Why are health care costs so high in the US? Some possible explanations include medical malpractice insurance, improving (but also more expensive) medical technology, the desire by people to simply spend more of their income on health care services as their income rises, and large and increasing administrative costs.
If he addresses the question of high medical spending at all in his State of the Union address tonight, Bush is likely to focus solely on the medical liability insurance explanation (though I’m willing to be pleasantly surprised on this). His proposed solution to this problem is tort reform. Unfortunately, as I’ve written about previously, non-partisan estimates suggest that tort reform is likely to produce only a small decline in health care costs, of perhaps $6 billion per year, out of total medical care spending of $1,878 billion in 2004. That’s not much of an impact.
So let’s consider a more substantial contributor to the US’s extraordinary health care spending: administrative costs.
How Big is the Bureaucratic Burden?
We have a couple of estimates of how high administrative costs are – i.e., expenses incurred by the health care system to do things other than to provide health care services. One prominent study that appeared in the New England Journal of Medicine in 2003 estimated that the cost of administering the US’s health care system was about $300bn in 1999. A more recent study in the International Journal of Health Services found that in 2003, administration costs in the US health care system ate up about $400bn, or about 25% of total health care spending.
By comparison, national health care systems incur administrative costs of a few percent of total health expenditures: according to the NEJM study Canada’s national health insurance system spends just 1.3% on overhead, and the US’s Medicare and Medicaid programs have administrative costs of between 2-5%.
In addition to being large in an absolute sense, administrative costs have been rising faster than other health care costs in recent years. The Medicare and Medicaid Actuary’s Office estimates that the direct administrative costs of private health insurance plans (including profits) rose from about $40bn in the late 1990s to about $95bn in 2004. The following chart shows these costs represented in dollar terms and as a percent of total private health insurance payments.
Note that these estimates only measure the direct costs paid by the insurance plans themselves, however, and exclude the bureaucratic burdens faced by doctors, hospitals, etc. to deal with insurance paperwork. The NEJM study estimated that hospitals and doctors devote roughly one-fourth of their resources to dealing with insurance paperwork (no time series of these costs exists, unfortunately). Indirect administration costs in the US health care system are roughly four times the direct administrative expenses incurred by the insurance companies themselves.
All in all, the IJHS study concluded that the US health care system could probably eliminate 75% of its administrative costs by switching to a single-payer system (see this document for one good example of what such a system might look like). The excessive bureaucratic burden (i.e. over what it could have with a single-payer system) of the US’s health care system seems to be in the neighborhood of $300bn per year. That’s some real money. And it’s growing, not shrinking.
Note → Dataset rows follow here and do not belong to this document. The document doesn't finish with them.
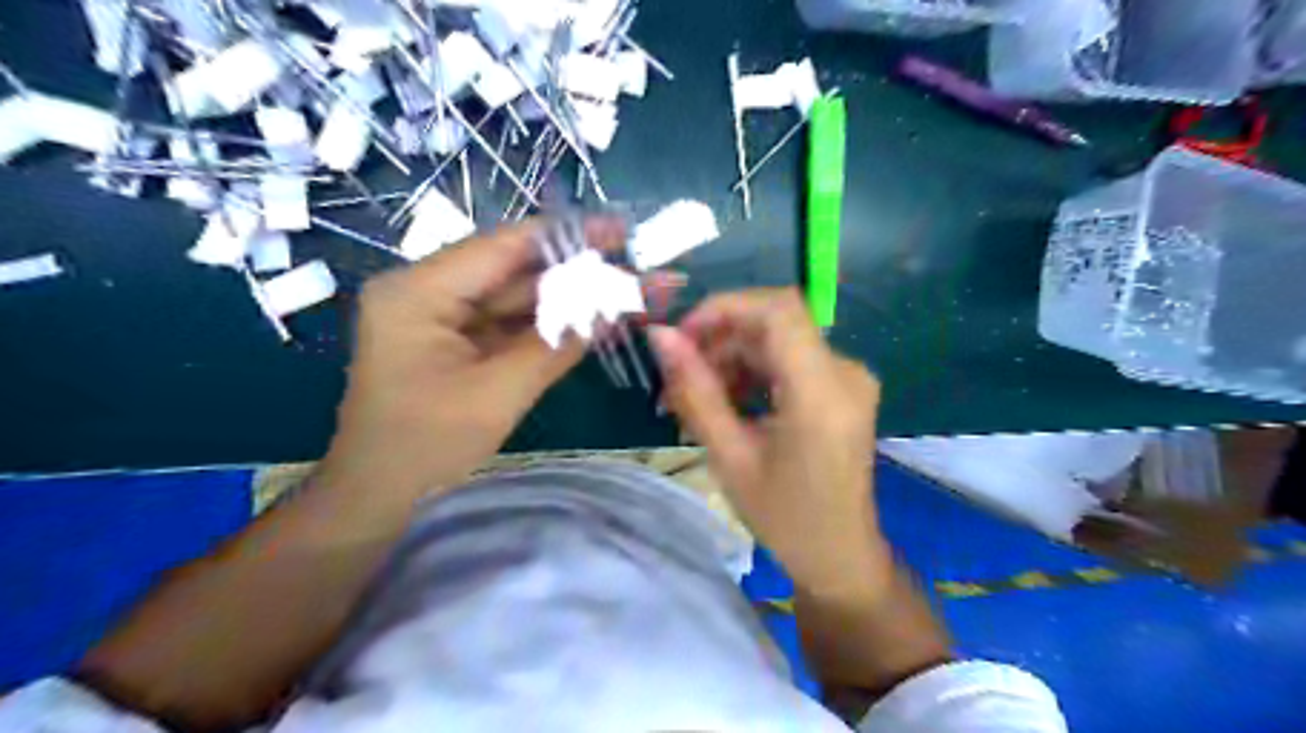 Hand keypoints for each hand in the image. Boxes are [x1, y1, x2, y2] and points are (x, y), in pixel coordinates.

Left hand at [314, 218, 626, 501]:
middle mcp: (426, 291)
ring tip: (625, 295)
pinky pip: (508, 325)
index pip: (503, 246)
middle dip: (576, 272)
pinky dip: (549, 327)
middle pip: (513, 270)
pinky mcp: (454, 342)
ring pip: (515, 298)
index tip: (620, 231)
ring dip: (568, 300)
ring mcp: (440, 318)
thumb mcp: (498, 393)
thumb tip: (613, 306)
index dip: (567, 236)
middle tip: (634, 270)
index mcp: (419, 291)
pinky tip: (593, 321)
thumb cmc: (425, 448)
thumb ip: (557, 343)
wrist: (378, 502)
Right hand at [650, 285, 893, 594]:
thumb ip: (695, 391)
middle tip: (678, 378)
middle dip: (719, 339)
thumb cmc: (784, 518)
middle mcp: (845, 372)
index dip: (723, 308)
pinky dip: (753, 370)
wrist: (840, 555)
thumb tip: (661, 337)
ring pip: (778, 340)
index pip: (777, 310)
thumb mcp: (730, 457)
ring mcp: (848, 378)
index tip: (682, 337)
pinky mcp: (843, 387)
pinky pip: (790, 359)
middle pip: (774, 324)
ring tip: (696, 396)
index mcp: (822, 393)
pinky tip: (728, 401)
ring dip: (732, 357)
What Explains the Excessive Expenses?
Economic theory provides several fairly clear and convincing explanations for why private health insurance plans spend so much money on administration, including economies of scale (or lack thereof), burden-shifting, and selection.
First of all, private health insurance plans are far smaller than national health insurance plans, and thus have much less ability to reap economies of scale. For the same reason, the relative administrative costs of the Medicare system have steadily been falling over time.
Secondly, private health insurance plans have a strong financial incentive to try to shift as much of the costs of each insurance claim on to individuals, providers, and other health insurance providers. It therefore makes sense for them to devote substantial resources to the task of trying to avoid paying claims that are brought to them. One example of this effect is how insurance companies go over claims with a fine-toothed comb to try to deny them whenever possible. A national government-run insurance plan would have no such incentive, since there would be no one to try to shift the burden to.
Finally, private plans also have a strong financial incentive to try to exclude high-cost individuals from their plans. It therefore makes sense for them to devote a lot of resources toward vetting potential enrollees and screening out those that they guess will have large claims. Again, a national insurance plan has no such incentive, because by definition it is set up to insure everyone.
These are just some of the ways in which the market for health care is rife with what economists call “market imperfections” and “market failures”. And as every economist learns in their first year in graduate school, when there are market failures and imperfections, the private market outcome is not likely to be the most efficient outcome, and government intervention (or even provision of the good) will probably produce far better results. Unfortunately, the evidence from the US’s health care system seems to suggest that economic theory is exactly right in this case.